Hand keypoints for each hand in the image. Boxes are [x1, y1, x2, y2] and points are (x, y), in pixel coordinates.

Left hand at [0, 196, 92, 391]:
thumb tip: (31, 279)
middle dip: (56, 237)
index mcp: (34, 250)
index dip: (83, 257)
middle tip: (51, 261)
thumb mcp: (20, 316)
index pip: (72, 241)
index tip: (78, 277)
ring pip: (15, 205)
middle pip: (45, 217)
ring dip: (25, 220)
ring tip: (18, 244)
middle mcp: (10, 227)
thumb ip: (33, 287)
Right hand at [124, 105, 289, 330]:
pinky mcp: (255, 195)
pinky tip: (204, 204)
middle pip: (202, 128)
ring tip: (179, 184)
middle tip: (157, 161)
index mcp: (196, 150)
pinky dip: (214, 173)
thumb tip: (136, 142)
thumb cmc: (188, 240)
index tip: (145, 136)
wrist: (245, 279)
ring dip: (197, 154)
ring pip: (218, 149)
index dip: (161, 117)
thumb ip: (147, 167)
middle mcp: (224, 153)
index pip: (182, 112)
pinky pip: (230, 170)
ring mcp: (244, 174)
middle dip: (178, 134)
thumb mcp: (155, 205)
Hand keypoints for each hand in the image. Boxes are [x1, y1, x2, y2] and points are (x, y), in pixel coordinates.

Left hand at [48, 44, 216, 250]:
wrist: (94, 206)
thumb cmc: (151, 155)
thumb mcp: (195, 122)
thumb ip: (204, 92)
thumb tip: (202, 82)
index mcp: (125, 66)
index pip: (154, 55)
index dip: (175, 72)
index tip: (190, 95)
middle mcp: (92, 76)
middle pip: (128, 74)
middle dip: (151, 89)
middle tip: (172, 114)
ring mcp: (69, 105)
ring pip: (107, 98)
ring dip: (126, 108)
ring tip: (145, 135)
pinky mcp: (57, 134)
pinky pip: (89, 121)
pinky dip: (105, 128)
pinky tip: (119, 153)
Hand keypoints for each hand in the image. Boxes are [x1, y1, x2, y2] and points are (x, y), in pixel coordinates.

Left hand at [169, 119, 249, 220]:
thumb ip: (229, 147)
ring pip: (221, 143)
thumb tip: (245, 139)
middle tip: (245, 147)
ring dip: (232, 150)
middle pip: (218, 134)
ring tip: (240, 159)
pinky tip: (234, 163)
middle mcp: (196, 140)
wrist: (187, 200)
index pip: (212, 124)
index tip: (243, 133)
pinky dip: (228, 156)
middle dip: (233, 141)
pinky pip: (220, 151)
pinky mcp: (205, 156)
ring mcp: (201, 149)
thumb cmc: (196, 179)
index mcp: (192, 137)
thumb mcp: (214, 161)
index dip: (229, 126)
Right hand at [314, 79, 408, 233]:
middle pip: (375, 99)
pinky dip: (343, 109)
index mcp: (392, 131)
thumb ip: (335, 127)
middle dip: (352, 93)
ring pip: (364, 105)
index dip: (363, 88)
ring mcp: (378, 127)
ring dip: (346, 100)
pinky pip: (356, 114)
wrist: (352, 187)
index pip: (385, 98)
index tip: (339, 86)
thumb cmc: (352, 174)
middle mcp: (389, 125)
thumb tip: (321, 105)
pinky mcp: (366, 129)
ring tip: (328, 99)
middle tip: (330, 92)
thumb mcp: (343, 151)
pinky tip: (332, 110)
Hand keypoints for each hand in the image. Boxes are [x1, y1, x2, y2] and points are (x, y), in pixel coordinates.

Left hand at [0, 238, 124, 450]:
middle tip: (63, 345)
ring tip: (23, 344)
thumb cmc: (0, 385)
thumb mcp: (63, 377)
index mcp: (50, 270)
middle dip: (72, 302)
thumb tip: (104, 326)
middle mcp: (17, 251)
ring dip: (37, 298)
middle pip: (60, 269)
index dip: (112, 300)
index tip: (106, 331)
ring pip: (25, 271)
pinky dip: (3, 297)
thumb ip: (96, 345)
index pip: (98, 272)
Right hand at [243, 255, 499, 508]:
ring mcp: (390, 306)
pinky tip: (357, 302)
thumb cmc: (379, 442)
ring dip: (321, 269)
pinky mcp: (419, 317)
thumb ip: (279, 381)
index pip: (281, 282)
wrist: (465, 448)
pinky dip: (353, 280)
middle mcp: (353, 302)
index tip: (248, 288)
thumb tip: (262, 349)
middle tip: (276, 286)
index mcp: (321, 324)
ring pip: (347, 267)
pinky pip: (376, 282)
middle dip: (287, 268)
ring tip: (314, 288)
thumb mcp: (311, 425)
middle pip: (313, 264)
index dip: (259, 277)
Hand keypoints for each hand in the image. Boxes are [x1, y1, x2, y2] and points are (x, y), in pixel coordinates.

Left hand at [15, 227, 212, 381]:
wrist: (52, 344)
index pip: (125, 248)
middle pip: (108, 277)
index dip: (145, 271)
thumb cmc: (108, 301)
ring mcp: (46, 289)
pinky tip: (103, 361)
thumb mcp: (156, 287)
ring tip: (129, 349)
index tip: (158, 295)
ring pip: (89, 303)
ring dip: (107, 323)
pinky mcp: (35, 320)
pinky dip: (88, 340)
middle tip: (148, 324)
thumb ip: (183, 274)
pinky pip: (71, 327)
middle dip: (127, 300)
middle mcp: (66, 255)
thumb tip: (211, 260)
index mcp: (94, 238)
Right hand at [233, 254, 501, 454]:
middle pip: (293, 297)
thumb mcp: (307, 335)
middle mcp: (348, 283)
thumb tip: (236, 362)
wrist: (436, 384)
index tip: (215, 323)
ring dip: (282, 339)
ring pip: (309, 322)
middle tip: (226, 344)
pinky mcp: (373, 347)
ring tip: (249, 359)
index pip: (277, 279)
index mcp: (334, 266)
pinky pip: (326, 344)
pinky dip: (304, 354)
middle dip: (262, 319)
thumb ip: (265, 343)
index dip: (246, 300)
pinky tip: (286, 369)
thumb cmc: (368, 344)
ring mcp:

++++++++

Task brief
Above are records; repeat only the lines starting at the line with "middle dip: (233, 141)" and ending at the line with "ring dip: (346, 100)", exactly as they appear, both included.

Completed exercise
middle dip: (233, 141)
pinky pip: (220, 151)
pinky mcp: (205, 156)
ring mcp: (201, 149)
thumb cmc: (196, 179)
index mcp: (192, 137)
thumb mcp: (214, 161)
index dip: (229, 126)
Right hand at [314, 79, 408, 233]:
middle pip: (375, 99)
pinky dip: (343, 109)
index mcp: (392, 131)
thumb ip: (335, 127)
middle dip: (352, 93)
ring pip: (364, 105)
index dip: (363, 88)
ring mcp: (378, 127)
ring dip: (346, 100)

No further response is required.